Celebrating 20 years of the UNESCO Intergovernmental Conference on Cultural Policies for Development

On 21 May, UNESCO, the Swedish National Commission and the Swedish Arts Council partnered to celebrate 20 years of the landmark  Intergovernmental Conference on Cultural Policies for Development held in Stockholm (1998). The event was held in Stockholm and organized on the occasion of the public launch in Sweden of the 2018 edition of the UNESCO’s Global Report “Re|Shaping Cultural Policies”.

The 1998 Stockolm Intergovernmental Conference was the first to result in an Action Plan recognising the importance of integrating human development strategies in cultural policy and international cultural co-operation frameworks and development assistance programmes.

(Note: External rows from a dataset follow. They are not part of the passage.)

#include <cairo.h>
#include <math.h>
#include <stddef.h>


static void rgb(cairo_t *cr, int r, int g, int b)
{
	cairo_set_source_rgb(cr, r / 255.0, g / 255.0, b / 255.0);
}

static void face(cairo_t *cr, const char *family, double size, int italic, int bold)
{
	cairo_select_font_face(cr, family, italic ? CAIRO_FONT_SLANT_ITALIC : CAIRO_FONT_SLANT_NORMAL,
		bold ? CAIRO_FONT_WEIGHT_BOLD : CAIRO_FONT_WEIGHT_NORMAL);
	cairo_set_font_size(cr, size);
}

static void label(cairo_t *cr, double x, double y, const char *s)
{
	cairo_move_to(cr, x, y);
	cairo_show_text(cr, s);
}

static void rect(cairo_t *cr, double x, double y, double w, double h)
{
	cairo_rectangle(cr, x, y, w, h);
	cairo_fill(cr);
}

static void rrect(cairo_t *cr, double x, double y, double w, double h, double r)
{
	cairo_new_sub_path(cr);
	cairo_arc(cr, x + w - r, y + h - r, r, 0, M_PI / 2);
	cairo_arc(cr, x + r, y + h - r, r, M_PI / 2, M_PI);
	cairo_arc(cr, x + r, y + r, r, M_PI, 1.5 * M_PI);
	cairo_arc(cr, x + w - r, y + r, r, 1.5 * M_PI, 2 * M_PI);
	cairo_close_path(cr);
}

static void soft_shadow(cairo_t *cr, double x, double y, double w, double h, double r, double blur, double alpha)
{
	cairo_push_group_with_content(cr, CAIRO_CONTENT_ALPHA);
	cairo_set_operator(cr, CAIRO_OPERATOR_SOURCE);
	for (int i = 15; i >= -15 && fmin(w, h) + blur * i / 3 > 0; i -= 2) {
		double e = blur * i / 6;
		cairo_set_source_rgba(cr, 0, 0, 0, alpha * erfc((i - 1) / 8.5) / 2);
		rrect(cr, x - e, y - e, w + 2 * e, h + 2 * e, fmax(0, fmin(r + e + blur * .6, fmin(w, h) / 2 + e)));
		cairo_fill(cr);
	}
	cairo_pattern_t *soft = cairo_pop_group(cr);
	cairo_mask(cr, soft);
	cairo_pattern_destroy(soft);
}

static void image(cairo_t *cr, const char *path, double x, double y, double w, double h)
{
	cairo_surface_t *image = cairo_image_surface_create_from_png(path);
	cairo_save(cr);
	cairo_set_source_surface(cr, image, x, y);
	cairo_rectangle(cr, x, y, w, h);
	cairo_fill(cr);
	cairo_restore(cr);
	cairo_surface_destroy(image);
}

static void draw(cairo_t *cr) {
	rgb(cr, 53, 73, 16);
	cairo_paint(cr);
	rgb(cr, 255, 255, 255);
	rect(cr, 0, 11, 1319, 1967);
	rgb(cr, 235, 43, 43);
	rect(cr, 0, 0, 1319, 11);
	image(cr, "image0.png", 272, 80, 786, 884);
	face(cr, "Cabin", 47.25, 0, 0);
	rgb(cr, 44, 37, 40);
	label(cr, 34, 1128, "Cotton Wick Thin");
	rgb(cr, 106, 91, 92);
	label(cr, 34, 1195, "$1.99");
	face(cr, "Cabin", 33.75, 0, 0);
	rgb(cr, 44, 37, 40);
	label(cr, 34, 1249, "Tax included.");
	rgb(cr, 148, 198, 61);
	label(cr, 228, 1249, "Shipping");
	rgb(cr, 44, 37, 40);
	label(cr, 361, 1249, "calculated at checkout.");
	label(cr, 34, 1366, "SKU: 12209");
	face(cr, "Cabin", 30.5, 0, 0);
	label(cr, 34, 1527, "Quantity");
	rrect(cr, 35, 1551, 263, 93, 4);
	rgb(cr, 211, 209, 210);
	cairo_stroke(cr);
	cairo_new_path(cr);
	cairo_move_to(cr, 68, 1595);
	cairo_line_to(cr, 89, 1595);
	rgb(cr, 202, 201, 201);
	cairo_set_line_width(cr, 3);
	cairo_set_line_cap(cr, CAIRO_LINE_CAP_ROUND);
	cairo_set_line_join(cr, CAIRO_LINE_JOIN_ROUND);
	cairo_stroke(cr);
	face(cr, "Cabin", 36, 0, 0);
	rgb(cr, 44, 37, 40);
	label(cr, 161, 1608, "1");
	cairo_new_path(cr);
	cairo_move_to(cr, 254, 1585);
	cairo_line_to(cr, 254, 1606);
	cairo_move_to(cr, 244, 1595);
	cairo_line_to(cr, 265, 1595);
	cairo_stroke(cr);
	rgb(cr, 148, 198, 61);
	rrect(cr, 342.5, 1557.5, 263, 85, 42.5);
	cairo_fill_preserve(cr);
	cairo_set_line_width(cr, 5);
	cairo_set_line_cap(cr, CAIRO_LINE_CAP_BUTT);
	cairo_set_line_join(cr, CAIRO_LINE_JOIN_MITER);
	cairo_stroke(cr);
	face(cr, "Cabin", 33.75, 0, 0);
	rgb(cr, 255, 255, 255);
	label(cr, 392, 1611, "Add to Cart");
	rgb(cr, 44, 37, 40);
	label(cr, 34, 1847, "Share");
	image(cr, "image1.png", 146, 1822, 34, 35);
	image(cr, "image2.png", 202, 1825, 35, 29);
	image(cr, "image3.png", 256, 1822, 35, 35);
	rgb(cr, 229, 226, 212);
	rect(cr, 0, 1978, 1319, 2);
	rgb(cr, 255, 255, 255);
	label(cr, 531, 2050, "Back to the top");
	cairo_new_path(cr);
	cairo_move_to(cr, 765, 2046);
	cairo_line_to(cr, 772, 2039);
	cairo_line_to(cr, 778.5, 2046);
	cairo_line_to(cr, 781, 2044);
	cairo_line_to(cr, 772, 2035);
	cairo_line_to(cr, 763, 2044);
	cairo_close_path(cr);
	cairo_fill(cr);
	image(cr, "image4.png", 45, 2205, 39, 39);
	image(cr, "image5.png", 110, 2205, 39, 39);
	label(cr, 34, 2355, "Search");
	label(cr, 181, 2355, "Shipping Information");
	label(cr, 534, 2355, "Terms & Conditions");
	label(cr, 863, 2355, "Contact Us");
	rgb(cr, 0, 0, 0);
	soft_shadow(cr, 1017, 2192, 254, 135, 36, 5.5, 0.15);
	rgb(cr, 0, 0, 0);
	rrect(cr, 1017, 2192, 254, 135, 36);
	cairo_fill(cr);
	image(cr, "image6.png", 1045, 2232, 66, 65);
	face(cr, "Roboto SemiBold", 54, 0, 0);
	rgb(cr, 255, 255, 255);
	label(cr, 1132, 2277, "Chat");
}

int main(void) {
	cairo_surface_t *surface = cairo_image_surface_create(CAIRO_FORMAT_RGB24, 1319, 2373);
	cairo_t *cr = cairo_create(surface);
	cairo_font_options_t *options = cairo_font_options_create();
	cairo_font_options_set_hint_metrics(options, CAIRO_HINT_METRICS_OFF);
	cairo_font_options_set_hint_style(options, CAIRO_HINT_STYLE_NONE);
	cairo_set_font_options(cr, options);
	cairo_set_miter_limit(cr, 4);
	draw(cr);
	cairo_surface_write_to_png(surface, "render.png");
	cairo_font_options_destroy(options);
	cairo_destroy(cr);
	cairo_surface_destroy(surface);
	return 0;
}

The messages emerging from the 1998 Stockholm Conference served as the foundation for the Universal Declaration on Cultural Diversity (2001), and later, for the preparation and adoption of the Convention on the Promotion and Protection of the Diversity of Cultural Expressions (2005).

”Reshaping cultural policies is the world's most comprehensive report on how culture contributes to development and provides a global perspective on how the UN can achieve the 2030 Agenda on Sustainable Development”, emphasized Mats Djurberg, Secretary General of the Swedish National Commission for UNESC0, in his opening remarks.

Reflecting on the advancement of cultural policies for creativity over the last 20 years, Per Olsson Fridh, State Secretary, Swedish Ministry of Culture, highlighted the strong connection between culture and democracy and the need for a rights based approach to cultural policy that directly connects with the Sustainable Development Goals.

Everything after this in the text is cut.